To Stephen, I was "the runt." His mini me. In me, Stephen saw an opportunity to replicate himself. And truth be told he could not have picked a more willing victim. Growing up I idolized him. I thought he was the coolest thing since sliced bread.

He'd come up to me and say, "hey Elisa, do you want to play video games with me? Okay well, I just got to take the trash out. You want to help me and then we can play sooner." Trash, dishes, yard work. It didn't matter. I was the perfect sucker. If it meant I got to hang out with him, I did it.

Everything he was into, I found profoundly brilliant. Star Wars, Wrestling, Jackie Chan movies, Comic Books. I even remember him teaching me to play dungeons and dragons when I was tiny. Playing the part of an enchanted elf, casting magical spells and fighting bad guys.

It wasn't until I was much older that I realized, these things were not actually considered cool by normal standards. Stepping into the reality of high school meant stepping into the reality that Stephen was by all measures a total geek. And not in the era of Big Bang Theory where geekdom is celebrated and valued. Stephen was a nerd through and through.

Though he would want me to take a moment and make sure you all knew that though he was a nerd, he was no treky. Even at the bottom of the food chain, he still had standards.

Quite possibly it was Stephen's shameless geekhood that made him into the man he was meant to be. Anyone who knew Stephen knows that he was neither humble, nor bashful. Stephen always said exactly what he was thinking, when he was thinking it. The man lacked a filter. It was his worst and best quality. It's what made him so unbearably annoying, and so incredibly inspiring.

He never missed an opportunity to make a group laugh at someone else's expense. Whether it was pointing out when mom dribbled food on her blouse, or telling any embarrassing stories about the rest of the family that he could muster up. Growing up at Woodland Church in Drexel Hill, Stephen became quite fond of the George sisters. A group of sisters who were all very tiny in stature. When Stephen got tall, he would stand very close by Ester George's side with a big stupid grin on his face because he knew his height accentuated her shortness.

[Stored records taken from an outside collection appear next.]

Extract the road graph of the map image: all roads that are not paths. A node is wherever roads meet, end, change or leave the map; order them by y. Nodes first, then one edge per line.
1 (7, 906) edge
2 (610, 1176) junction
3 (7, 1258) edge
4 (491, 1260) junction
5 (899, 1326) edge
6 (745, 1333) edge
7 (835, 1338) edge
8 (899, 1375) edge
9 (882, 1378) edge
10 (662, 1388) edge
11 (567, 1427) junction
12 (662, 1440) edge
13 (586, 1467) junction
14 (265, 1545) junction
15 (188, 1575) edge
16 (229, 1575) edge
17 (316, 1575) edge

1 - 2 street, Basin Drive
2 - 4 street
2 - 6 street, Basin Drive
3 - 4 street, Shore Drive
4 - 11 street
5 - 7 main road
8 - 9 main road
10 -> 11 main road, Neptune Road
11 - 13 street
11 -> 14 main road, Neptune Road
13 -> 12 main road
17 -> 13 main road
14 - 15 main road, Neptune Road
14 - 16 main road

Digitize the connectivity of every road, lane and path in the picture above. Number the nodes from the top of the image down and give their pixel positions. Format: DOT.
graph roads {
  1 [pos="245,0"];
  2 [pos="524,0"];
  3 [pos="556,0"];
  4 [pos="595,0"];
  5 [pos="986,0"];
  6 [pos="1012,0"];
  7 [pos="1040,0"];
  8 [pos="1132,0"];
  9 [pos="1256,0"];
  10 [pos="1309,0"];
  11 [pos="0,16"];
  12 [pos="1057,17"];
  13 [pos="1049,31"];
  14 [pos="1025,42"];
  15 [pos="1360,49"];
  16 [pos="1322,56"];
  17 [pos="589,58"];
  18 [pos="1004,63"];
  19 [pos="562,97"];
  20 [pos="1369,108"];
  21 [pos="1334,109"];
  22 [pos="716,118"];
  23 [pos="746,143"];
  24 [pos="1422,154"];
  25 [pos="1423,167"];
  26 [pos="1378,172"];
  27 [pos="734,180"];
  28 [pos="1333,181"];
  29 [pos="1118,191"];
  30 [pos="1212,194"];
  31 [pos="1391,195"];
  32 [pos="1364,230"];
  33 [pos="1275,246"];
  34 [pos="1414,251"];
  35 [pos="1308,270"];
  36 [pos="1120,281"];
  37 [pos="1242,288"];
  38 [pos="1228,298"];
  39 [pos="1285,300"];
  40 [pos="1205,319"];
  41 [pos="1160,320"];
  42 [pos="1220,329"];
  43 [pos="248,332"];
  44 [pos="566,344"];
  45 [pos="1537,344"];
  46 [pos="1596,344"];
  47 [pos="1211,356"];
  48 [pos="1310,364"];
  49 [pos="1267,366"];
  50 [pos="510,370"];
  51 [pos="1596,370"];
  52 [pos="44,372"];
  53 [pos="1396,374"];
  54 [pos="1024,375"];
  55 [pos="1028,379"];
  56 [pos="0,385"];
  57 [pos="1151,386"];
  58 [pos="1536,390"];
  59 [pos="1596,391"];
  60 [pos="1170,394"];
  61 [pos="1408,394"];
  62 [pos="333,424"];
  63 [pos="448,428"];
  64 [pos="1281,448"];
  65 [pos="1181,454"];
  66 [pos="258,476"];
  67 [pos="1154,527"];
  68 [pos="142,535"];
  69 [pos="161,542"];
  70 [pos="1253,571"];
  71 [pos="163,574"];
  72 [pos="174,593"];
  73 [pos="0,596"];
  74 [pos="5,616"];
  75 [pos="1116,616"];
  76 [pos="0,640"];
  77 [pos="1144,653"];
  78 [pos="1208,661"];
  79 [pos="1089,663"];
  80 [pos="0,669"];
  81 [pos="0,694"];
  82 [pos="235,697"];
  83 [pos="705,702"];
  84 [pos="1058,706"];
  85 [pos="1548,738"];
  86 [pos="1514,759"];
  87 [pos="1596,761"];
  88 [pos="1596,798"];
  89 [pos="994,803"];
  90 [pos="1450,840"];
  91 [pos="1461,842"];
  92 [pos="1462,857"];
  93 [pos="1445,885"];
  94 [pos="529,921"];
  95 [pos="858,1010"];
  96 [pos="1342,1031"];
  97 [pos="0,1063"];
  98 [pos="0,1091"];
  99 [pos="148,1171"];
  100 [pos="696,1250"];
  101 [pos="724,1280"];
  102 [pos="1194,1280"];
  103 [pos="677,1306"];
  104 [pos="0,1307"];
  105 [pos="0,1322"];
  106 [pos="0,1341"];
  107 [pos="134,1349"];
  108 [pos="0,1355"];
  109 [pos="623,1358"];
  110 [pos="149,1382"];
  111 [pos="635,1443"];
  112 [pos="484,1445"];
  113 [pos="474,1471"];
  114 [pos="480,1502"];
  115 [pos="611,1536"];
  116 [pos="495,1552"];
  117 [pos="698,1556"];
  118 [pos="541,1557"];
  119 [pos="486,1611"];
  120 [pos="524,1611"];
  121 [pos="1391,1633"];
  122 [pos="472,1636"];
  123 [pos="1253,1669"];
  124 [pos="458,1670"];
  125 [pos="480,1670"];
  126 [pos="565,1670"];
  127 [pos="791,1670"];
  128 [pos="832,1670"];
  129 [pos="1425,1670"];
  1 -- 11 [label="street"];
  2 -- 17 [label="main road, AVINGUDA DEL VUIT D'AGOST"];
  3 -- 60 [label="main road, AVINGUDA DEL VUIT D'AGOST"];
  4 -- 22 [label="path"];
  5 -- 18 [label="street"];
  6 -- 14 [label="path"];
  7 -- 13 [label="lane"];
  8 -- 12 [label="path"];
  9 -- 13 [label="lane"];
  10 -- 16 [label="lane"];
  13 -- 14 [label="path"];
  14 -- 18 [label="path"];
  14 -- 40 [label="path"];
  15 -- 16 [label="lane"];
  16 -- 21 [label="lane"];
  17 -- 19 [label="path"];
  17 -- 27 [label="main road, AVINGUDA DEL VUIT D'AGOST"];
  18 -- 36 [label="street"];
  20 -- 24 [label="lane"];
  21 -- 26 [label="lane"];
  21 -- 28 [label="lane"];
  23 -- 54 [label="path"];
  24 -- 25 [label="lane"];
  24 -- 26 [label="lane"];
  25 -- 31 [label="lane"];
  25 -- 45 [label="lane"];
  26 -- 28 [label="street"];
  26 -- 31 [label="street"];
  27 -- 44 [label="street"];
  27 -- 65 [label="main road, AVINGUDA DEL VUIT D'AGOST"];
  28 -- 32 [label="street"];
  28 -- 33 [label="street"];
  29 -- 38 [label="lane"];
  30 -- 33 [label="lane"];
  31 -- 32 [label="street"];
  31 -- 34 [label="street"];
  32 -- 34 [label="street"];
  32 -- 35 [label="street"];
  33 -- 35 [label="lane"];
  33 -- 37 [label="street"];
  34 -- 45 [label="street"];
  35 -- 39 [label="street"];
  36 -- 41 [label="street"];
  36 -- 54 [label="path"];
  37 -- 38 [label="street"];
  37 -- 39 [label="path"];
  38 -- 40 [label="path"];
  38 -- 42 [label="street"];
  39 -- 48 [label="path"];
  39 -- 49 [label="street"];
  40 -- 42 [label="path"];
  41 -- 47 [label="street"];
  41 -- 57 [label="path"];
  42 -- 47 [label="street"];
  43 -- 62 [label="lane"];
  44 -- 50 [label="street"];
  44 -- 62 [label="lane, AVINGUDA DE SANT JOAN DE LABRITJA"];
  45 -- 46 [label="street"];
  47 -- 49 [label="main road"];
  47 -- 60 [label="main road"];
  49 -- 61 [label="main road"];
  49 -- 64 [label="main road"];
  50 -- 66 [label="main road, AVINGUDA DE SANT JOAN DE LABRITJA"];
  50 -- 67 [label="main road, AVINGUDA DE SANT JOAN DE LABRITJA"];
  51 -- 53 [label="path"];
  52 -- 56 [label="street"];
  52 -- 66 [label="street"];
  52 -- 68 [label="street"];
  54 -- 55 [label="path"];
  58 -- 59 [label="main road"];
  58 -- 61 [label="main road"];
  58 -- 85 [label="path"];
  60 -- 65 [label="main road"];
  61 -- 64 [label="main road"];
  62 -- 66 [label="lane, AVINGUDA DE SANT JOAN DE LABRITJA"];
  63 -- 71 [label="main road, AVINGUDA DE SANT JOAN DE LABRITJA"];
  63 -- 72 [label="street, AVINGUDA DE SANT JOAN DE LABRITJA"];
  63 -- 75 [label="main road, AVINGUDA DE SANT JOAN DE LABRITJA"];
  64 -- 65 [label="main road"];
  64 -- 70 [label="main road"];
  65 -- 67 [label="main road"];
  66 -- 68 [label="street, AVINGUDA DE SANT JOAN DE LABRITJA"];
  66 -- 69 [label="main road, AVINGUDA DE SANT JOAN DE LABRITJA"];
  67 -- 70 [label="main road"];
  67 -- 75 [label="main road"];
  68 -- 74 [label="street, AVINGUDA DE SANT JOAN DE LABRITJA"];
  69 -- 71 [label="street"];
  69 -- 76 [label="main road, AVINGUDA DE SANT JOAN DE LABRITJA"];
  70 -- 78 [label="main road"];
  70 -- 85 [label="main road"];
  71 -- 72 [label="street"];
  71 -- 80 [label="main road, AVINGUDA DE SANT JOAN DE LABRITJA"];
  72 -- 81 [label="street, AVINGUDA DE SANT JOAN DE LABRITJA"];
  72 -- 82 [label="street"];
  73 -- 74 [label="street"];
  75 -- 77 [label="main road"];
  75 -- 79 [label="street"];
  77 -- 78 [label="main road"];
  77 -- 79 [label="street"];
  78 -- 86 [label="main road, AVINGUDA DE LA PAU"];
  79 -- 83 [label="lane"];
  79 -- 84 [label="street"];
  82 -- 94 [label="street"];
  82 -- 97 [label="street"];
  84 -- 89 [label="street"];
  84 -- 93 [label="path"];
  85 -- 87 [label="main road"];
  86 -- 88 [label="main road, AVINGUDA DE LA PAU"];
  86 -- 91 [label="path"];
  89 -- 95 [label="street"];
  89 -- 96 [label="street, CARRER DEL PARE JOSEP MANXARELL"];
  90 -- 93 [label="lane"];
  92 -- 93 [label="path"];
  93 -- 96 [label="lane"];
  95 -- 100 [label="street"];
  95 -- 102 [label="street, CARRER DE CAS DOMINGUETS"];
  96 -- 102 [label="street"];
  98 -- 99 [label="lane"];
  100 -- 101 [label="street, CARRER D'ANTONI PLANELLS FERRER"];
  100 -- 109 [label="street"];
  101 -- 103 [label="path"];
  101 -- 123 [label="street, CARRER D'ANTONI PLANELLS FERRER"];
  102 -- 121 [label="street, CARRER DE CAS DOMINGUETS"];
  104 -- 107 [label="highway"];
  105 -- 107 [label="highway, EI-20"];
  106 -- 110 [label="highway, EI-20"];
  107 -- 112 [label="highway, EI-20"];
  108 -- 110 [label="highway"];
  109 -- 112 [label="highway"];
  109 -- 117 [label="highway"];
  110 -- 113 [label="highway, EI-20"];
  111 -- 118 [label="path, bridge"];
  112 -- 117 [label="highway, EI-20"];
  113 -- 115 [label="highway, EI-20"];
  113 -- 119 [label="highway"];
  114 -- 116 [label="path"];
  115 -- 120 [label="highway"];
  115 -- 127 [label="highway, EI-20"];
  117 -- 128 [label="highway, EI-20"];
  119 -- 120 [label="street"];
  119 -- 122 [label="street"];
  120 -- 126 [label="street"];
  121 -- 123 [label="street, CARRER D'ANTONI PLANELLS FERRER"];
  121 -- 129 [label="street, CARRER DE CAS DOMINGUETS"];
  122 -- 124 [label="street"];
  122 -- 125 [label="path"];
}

He was that type of guy. He loved pulling people up short. And he loved proving people wrong. He had a passion for argument. If Stephen could feel himself loosing, he would simply make up statistics to support his stance. And what determined his stance on most subjects was simply that it went against popular opinion. He loved to play Devils advocate. This was absolutely infuriating growing up because Stephen and I shared many flaws, one of which being that we both always felt that we had to have the last word. Often, Stephen would get me riled up, and we would be arguing and mom or dad would tell us to stop. He would always sneak in one more jab under his breath so they couldn't hear it, and I retaliated every time. My dad would yell and me and Stephen would sit there at the end of the table leaning back in his chair and looking irritatingly smug. It made me want to scream!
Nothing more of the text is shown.